TASK DESCRIPTION: For every entry that follows, return the words exactly and omit any picture.

Start of SUPPLIED DATA

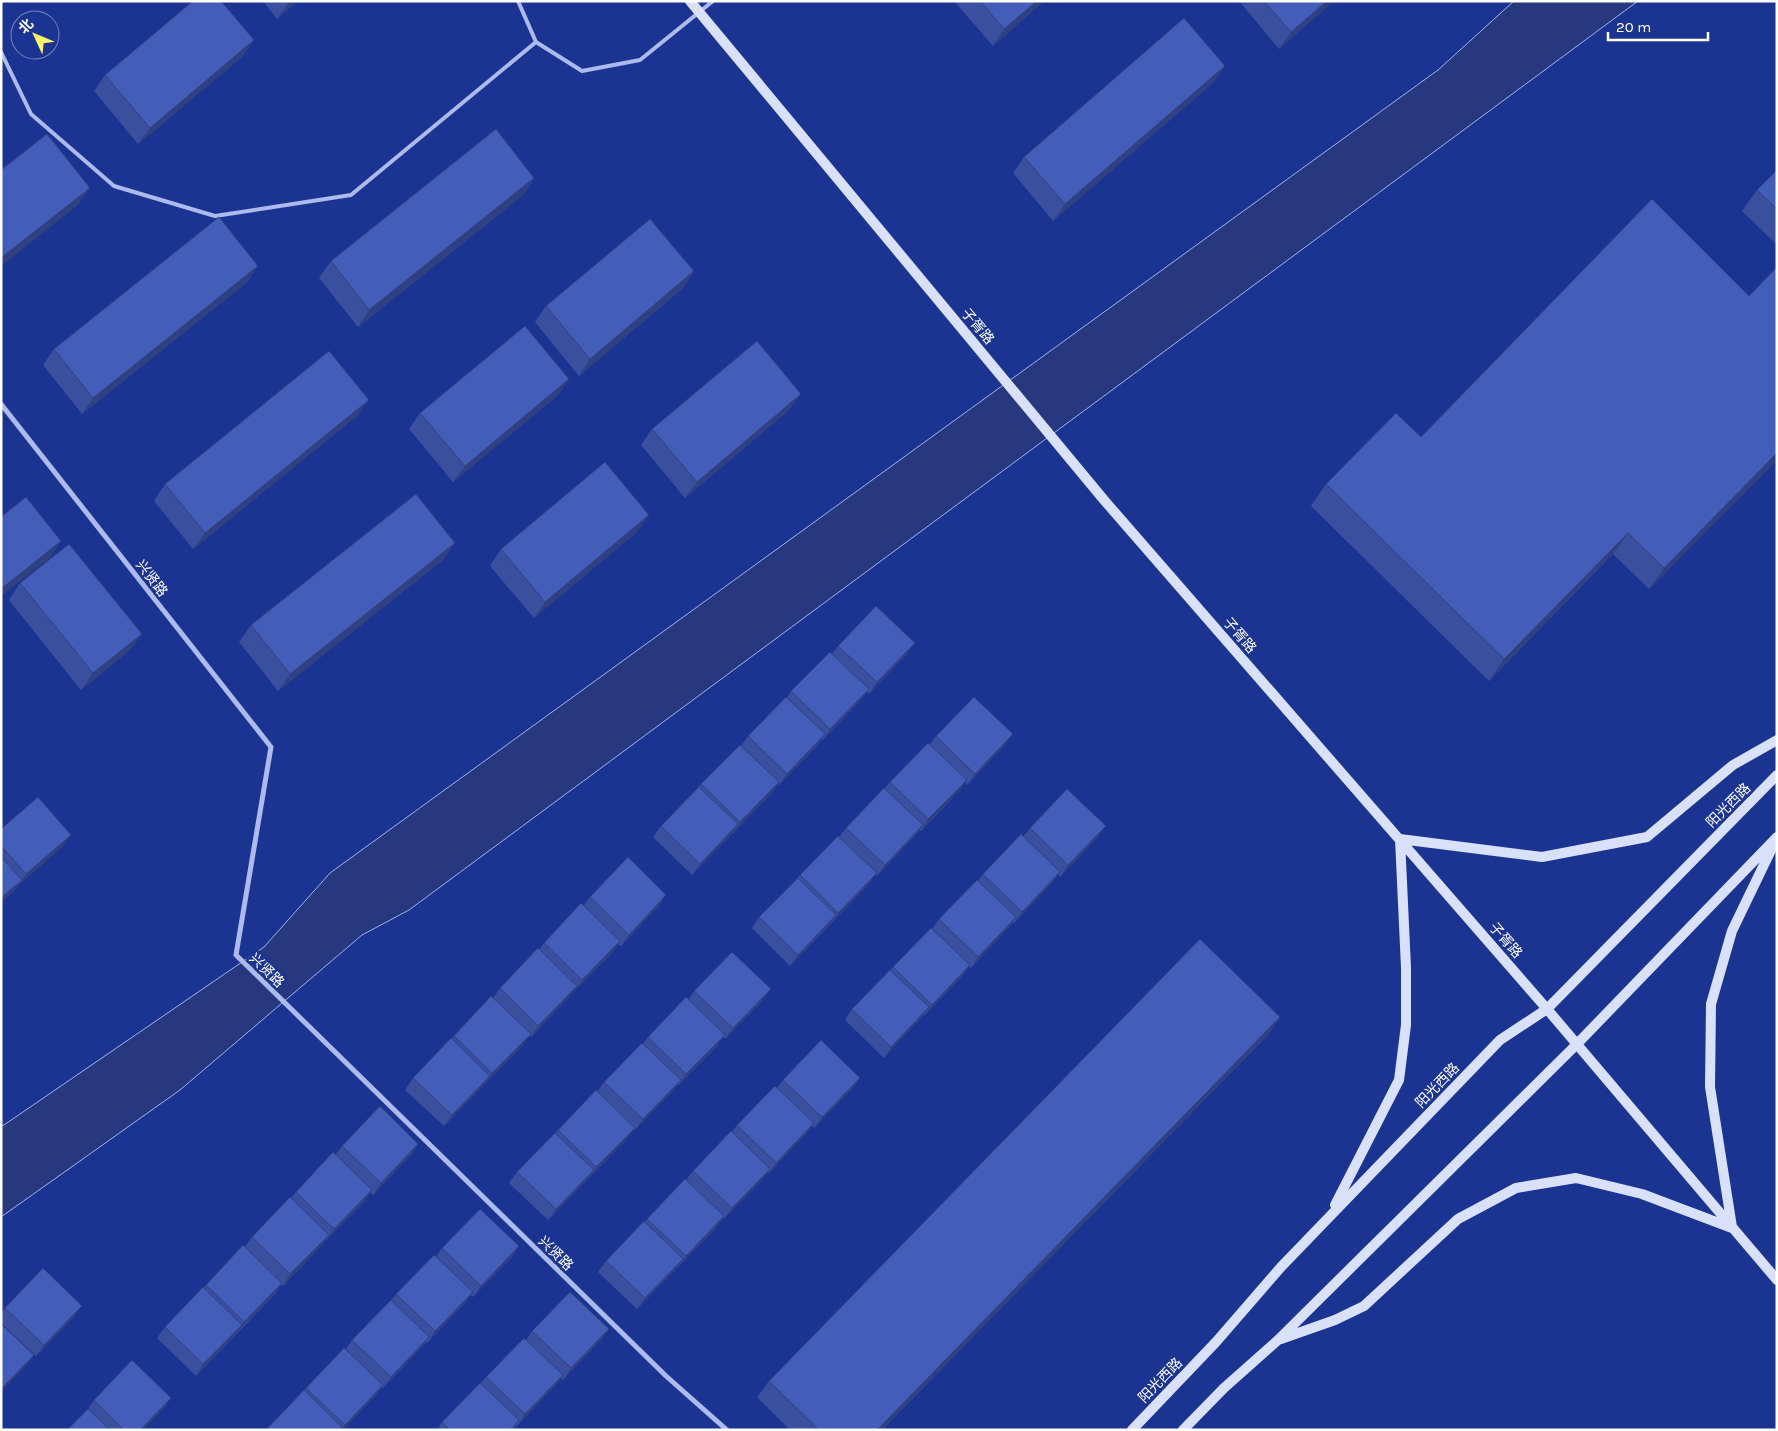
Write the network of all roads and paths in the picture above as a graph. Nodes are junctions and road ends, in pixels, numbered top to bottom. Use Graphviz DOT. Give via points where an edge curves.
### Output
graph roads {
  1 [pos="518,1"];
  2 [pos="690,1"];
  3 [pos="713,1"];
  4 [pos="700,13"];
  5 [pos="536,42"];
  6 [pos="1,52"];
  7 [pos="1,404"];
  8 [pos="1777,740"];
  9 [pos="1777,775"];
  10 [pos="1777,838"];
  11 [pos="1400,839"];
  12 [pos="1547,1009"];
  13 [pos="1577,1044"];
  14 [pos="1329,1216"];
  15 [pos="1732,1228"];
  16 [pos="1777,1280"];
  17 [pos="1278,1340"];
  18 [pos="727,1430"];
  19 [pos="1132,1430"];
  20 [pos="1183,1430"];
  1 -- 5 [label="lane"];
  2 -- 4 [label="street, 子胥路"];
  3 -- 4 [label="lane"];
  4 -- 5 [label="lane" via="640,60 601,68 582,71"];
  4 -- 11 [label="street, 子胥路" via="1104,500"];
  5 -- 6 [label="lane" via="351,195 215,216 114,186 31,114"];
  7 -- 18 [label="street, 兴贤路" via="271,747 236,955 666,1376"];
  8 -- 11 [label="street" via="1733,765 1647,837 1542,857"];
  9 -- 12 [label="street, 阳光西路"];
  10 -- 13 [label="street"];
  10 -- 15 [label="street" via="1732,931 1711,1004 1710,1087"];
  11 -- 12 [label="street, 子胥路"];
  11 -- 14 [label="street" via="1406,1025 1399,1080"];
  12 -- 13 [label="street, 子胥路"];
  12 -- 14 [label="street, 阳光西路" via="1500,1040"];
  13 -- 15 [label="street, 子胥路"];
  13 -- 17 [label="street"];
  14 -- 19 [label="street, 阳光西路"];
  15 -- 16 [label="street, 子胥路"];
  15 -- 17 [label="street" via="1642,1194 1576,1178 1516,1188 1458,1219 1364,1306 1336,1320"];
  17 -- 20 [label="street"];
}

End of SUPPLIED DATA

EXERCISE RESULT:
Write the network of all roads and paths in the picture above as a graph. Nodes are junctions and road ends, in pixels, numbered top to bottom. Use Graphviz DOT. Give via points where an edge curves.
### Output
graph roads {
  1 [pos="518,1"];
  2 [pos="690,1"];
  3 [pos="713,1"];
  4 [pos="700,13"];
  5 [pos="536,42"];
  6 [pos="1,52"];
  7 [pos="1,404"];
  8 [pos="1777,740"];
  9 [pos="1777,775"];
  10 [pos="1777,838"];
  11 [pos="1400,839"];
  12 [pos="1547,1009"];
  13 [pos="1577,1044"];
  14 [pos="1329,1216"];
  15 [pos="1732,1228"];
  16 [pos="1777,1280"];
  17 [pos="1278,1340"];
  18 [pos="727,1430"];
  19 [pos="1132,1430"];
  20 [pos="1183,1430"];
  1 -- 5 [label="lane"];
  2 -- 4 [label="street, 子胥路"];
  3 -- 4 [label="lane"];
  4 -- 5 [label="lane" via="640,60 601,68 582,71"];
  4 -- 11 [label="street, 子胥路" via="1104,500"];
  5 -- 6 [label="lane" via="351,195 215,216 114,186 31,114"];
  7 -- 18 [label="street, 兴贤路" via="271,747 236,955 666,1376"];
  8 -- 11 [label="street" via="1733,765 1647,837 1542,857"];
  9 -- 12 [label="street, 阳光西路"];
  10 -- 13 [label="street"];
  10 -- 15 [label="street" via="1732,931 1711,1004 1710,1087"];
  11 -- 12 [label="street, 子胥路"];
  11 -- 14 [label="street" via="1406,1025 1399,1080"];
  12 -- 13 [label="street, 子胥路"];
  12 -- 14 [label="street, 阳光西路" via="1500,1040"];
  13 -- 15 [label="street, 子胥路"];
  13 -- 17 [label="street"];
  14 -- 19 [label="street, 阳光西路"];
  15 -- 16 [label="street, 子胥路"];
  15 -- 17 [label="street" via="1642,1194 1576,1178 1516,1188 1458,1219 1364,1306 1336,1320"];
  17 -- 20 [label="street"];
}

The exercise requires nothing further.